Perform a high-precision measurement of the primary Lund jet plane density using archival $e^+e^-$ collision data collected at the Z pole. The observable isolates fundamental properties of the QCD radiation pattern by mapping emissions in the kinematic phase space. Results are fully unfolded to correct for detector effects and compared against leading Monte Carlo event generators.
Measure the two- and three-point energy-energy correlators (E2C, E3C), their ratio, and the energy-energy correlator asymmetry (AEEC) in hadronic Z decays. These energy-weighted angular correlations probe collinear and back-to-back QCD dynamics and the transition to hadronization, with the E3C/E2C ratio further suppressing normalization and hadronization sensitivity. Detector-level data are unfolded to particle level and compared against precision calculations and modern parton-shower generators.
Perform a simultaneous measurement of the heavy-flavor partial decay widths ($R_b$, $R_c$) and the forward-backward asymmetry ($A_\text{FB}^b$) of the Z boson. To reliably isolate bottom and charm quark decays, the analysis relies on an impact-parameter tagging algorithm that identifies displaced secondary vertices. This constitutes a precision test of the Standard Model electroweak sector.

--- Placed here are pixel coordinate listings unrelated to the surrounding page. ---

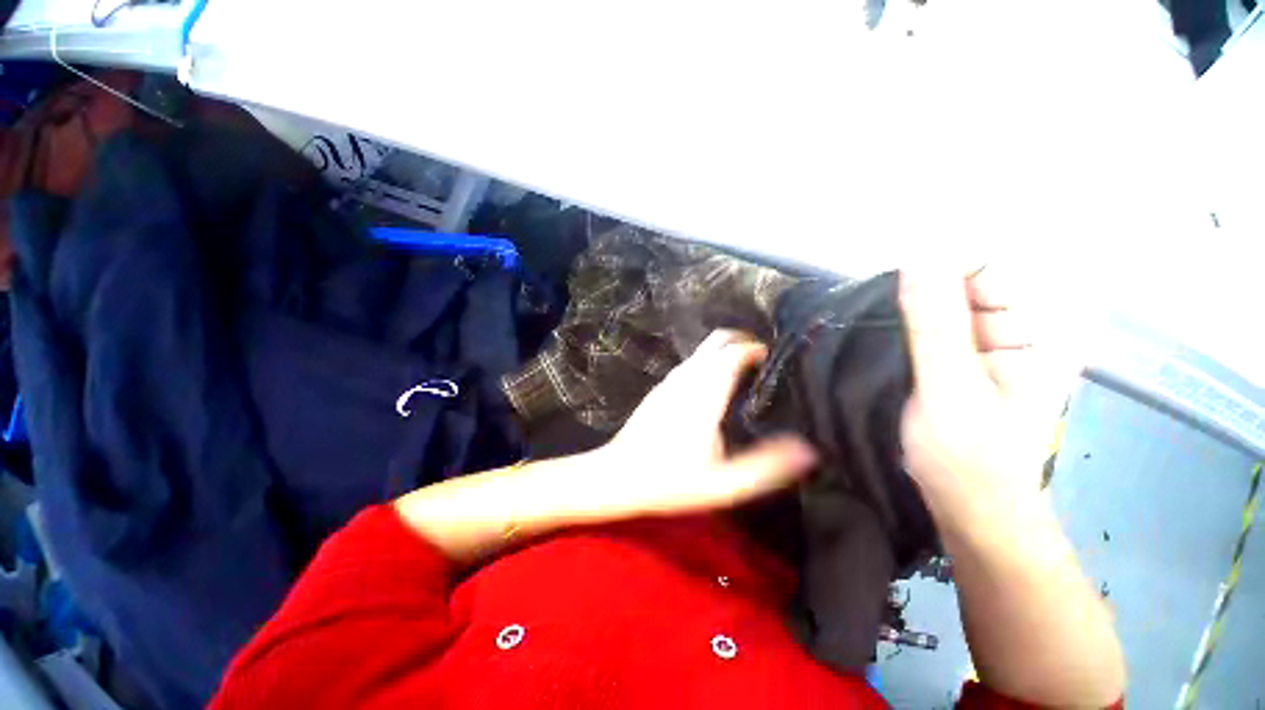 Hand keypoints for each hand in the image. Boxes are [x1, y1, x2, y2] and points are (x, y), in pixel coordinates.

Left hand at [590, 330, 817, 516]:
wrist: (617, 475)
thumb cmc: (669, 481)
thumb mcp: (723, 484)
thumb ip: (765, 466)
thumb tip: (808, 450)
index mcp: (704, 392)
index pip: (734, 351)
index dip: (757, 349)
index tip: (776, 360)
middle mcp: (686, 377)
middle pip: (717, 340)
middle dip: (743, 340)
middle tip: (765, 361)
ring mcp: (670, 380)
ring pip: (702, 350)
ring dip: (726, 351)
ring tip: (747, 372)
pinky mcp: (660, 387)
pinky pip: (691, 362)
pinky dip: (710, 362)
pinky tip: (717, 387)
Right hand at [898, 268, 1077, 530]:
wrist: (969, 508)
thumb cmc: (968, 457)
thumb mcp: (949, 387)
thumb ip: (934, 322)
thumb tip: (917, 257)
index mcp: (1039, 330)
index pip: (984, 269)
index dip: (935, 276)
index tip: (892, 297)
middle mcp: (1021, 330)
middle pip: (961, 287)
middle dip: (918, 300)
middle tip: (883, 329)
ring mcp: (991, 347)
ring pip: (940, 309)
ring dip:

Determine the strong coupling $\alpha_s(M_Z)$ from six classic event-shape distributions — thrust, heavy jet mass, the wide and total jet broadenings, the $C$-parameter, and the Durham $y_{23}$ resolution — in hadronic Z decays. The distributions are unfolded to particle level and fit with NNLO+NLL QCD predictions, extracting $\alpha_s$ together with the non-perturbative power corrections and comparing against the world average.

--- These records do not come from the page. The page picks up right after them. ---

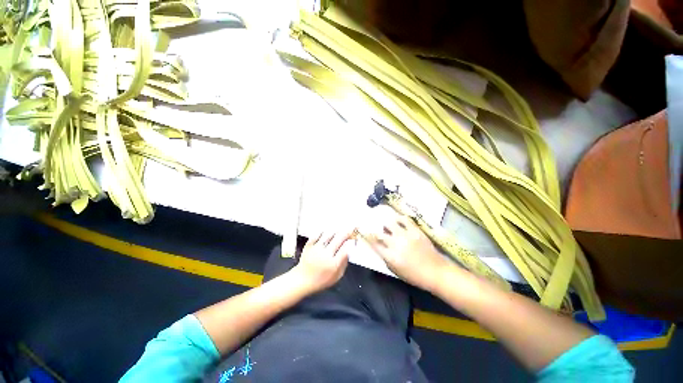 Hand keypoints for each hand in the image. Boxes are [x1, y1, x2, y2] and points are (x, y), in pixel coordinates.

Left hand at [291, 229, 353, 292]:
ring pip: (329, 234)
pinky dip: (323, 232)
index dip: (350, 242)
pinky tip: (327, 232)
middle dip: (346, 232)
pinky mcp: (309, 245)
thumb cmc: (321, 280)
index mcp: (333, 264)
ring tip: (339, 230)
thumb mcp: (337, 276)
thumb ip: (344, 263)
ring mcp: (316, 249)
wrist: (302, 280)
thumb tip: (349, 250)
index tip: (353, 239)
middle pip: (339, 238)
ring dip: (336, 231)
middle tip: (351, 228)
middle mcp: (325, 254)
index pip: (345, 249)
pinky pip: (317, 234)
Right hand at [366, 213, 450, 291]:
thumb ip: (385, 258)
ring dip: (386, 224)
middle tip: (373, 228)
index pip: (373, 243)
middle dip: (373, 230)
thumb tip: (378, 246)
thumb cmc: (414, 275)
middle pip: (379, 233)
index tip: (362, 232)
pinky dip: (399, 219)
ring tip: (387, 225)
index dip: (366, 236)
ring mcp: (406, 236)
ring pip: (390, 223)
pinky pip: (404, 219)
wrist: (436, 272)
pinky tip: (398, 220)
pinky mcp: (415, 231)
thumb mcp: (395, 270)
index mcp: (390, 256)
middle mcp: (395, 244) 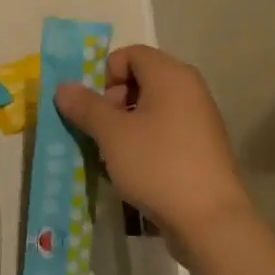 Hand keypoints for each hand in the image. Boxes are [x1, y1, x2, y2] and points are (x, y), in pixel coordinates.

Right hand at [55, 46, 251, 254]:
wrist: (211, 221)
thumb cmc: (158, 165)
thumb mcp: (112, 134)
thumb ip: (86, 106)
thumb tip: (64, 87)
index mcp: (171, 75)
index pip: (130, 54)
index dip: (106, 74)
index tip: (95, 107)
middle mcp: (190, 89)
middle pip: (141, 79)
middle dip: (113, 101)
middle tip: (102, 131)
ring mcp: (200, 119)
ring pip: (152, 107)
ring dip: (126, 124)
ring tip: (114, 153)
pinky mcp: (203, 147)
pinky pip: (166, 130)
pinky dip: (146, 140)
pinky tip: (136, 169) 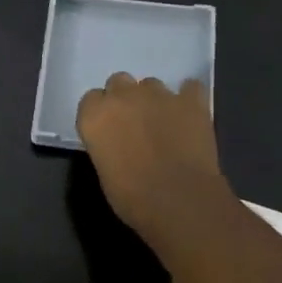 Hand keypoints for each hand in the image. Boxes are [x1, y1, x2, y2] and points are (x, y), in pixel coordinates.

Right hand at [77, 72, 227, 237]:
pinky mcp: (191, 100)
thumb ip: (106, 144)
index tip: (108, 131)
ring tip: (165, 124)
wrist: (179, 200)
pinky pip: (190, 88)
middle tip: (134, 124)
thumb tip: (117, 142)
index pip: (91, 99)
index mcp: (95, 115)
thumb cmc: (132, 196)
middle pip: (118, 82)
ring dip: (154, 100)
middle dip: (125, 99)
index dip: (101, 114)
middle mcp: (122, 96)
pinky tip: (190, 115)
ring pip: (152, 84)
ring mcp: (158, 94)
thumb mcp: (104, 170)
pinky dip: (189, 98)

Earlier exploratory runs produced with Claude Opus 4.6. These illustrate the framework's reach but are not presented as validated measurements in the paper; their repositories are archived and not public.
Determine the number of light neutrino generations ($N_\nu$) by measuring the invisible decay width of the Z boson. The analysis subtracts the visible hadronic and leptonic partial widths from the total Z width obtained via lineshape fits. The final extracted value tests the fundamental structure of the Standard Model by confirming the existence of exactly three active neutrino families.

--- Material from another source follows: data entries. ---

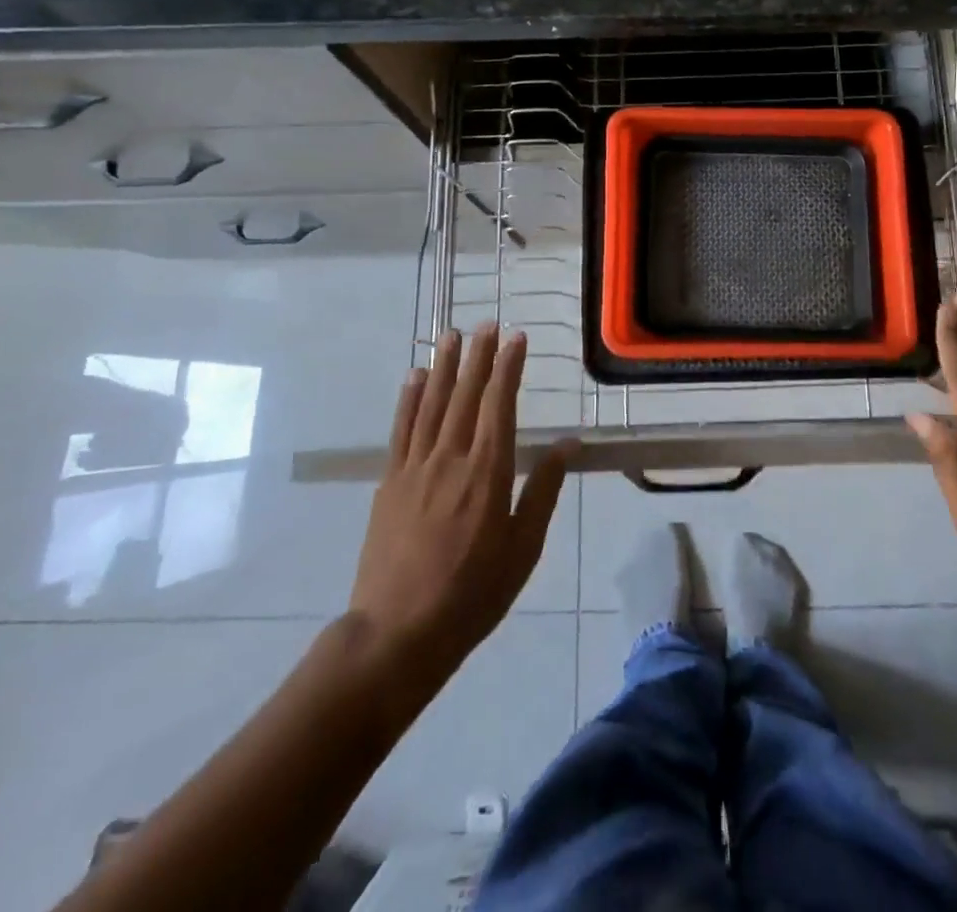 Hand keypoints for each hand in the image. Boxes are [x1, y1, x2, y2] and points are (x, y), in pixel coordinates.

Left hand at [349, 324, 575, 668]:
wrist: (399, 633)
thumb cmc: (473, 593)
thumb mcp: (523, 547)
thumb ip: (543, 490)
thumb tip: (567, 444)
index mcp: (488, 472)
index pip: (501, 404)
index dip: (509, 367)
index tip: (516, 337)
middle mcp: (451, 458)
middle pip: (466, 395)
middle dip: (477, 356)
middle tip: (485, 323)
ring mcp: (415, 468)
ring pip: (432, 404)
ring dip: (443, 367)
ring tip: (451, 335)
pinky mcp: (389, 483)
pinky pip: (401, 430)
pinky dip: (408, 400)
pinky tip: (413, 378) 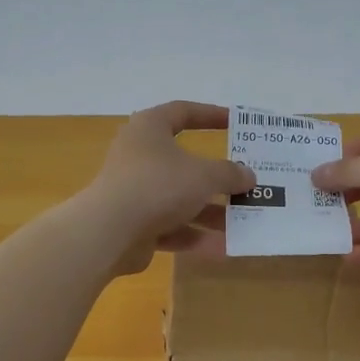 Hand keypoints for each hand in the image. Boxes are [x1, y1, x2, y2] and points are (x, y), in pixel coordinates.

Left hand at [84, 101, 255, 275]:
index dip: (211, 115)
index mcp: (149, 129)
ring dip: (211, 212)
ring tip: (243, 222)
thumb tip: (249, 176)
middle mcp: (139, 156)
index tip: (236, 122)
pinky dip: (195, 236)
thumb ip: (230, 174)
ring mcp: (135, 192)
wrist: (110, 232)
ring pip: (179, 199)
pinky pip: (171, 227)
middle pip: (184, 163)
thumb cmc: (159, 185)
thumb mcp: (204, 175)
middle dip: (217, 177)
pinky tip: (223, 248)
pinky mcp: (134, 225)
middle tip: (246, 183)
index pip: (183, 112) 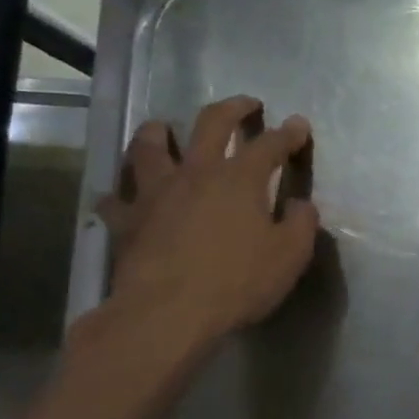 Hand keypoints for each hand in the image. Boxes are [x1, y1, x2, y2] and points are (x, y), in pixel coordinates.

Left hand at [95, 95, 319, 348]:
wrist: (167, 314)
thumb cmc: (237, 282)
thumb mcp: (290, 256)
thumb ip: (301, 224)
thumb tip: (300, 205)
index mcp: (241, 178)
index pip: (271, 144)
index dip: (289, 132)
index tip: (299, 125)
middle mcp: (197, 173)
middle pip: (212, 123)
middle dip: (233, 108)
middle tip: (246, 104)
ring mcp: (156, 193)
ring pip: (151, 147)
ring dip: (160, 132)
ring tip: (164, 129)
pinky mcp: (127, 221)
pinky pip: (117, 199)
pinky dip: (121, 193)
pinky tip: (123, 196) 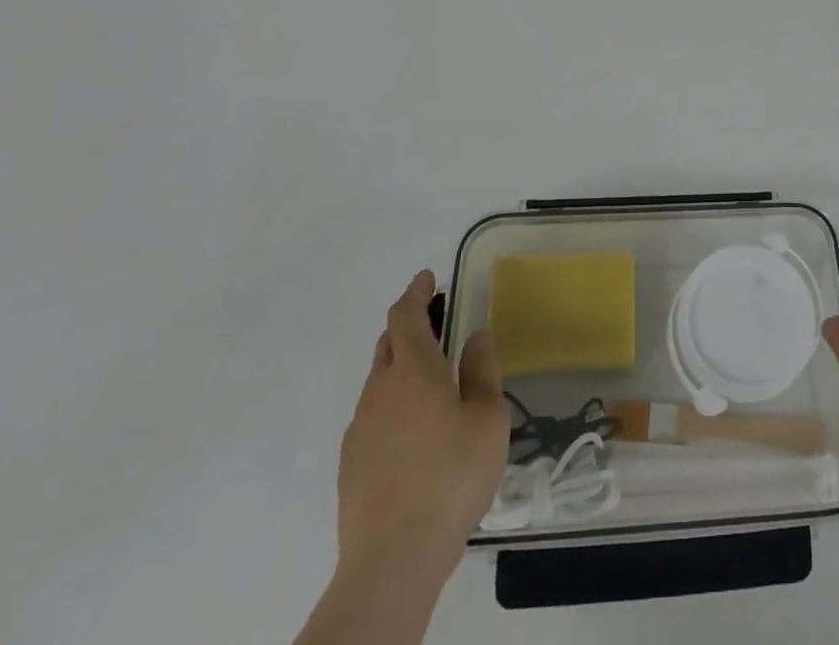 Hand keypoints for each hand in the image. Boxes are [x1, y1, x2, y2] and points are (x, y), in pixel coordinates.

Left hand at [336, 270, 509, 574]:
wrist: (391, 560)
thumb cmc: (451, 477)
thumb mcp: (488, 419)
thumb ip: (483, 371)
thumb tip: (476, 336)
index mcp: (413, 370)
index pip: (406, 315)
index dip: (416, 292)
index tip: (428, 277)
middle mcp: (379, 390)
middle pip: (388, 344)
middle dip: (409, 326)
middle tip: (436, 323)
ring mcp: (359, 429)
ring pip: (379, 381)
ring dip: (401, 367)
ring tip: (431, 382)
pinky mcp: (350, 464)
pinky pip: (372, 415)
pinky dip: (392, 404)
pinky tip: (414, 432)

An independent measurement of the primary Lund jet plane density utilizing the DELPHI detector dataset, serving as a critical cross-check against ALEPH results. The analysis constructs coordinates of partonic emissions to map the intricate structure of QCD splittings in a model-independent way. Unfolded observations highlight the robust capability of AI agents to replicate complex, high-dimensionality measurements across different collaborative datasets.
Characterize the geometric flow of hadronic events using six well-established event shape variables: Thrust, Heavy Jet Mass, Total Broadening, Wide Jet Broadening, C-parameter, and the Jet Resolution Parameter. The distributions are corrected for acceptance and hadronization effects. Through rigorous NLO+NLL theoretical fits, an accurate determination of the strong coupling constant $\alpha_s(M_Z)$ is achieved.
Investigate the internal composition of jets originating from light quarks and heavy flavor decays using modern grooming techniques like Soft Drop. The measurements target essential substructure observables such as jet mass and $k_T$ splitting scales. This provides crucial insight into non-perturbative QCD phenomena and helps tune modern parton shower models.
Directly probe the Yukawa coupling of the Higgs boson to fermions by measuring its signal strength in the $H \to \tau\tau$ decay channel. The analysis specifically targets the semi-leptonic $\mu\tau_h$ final state utilizing the 8 TeV CMS Open Data release. A comprehensive profile likelihood fit is performed to establish a robust measurement of this critical Standard Model parameter.
Indicative cross-model comparison: the identical $H \to \tau\tau$ prompt and framework re-run with two other driving models (Claude Opus 4.8 is used throughout the paper), recovering compatible but distinct results.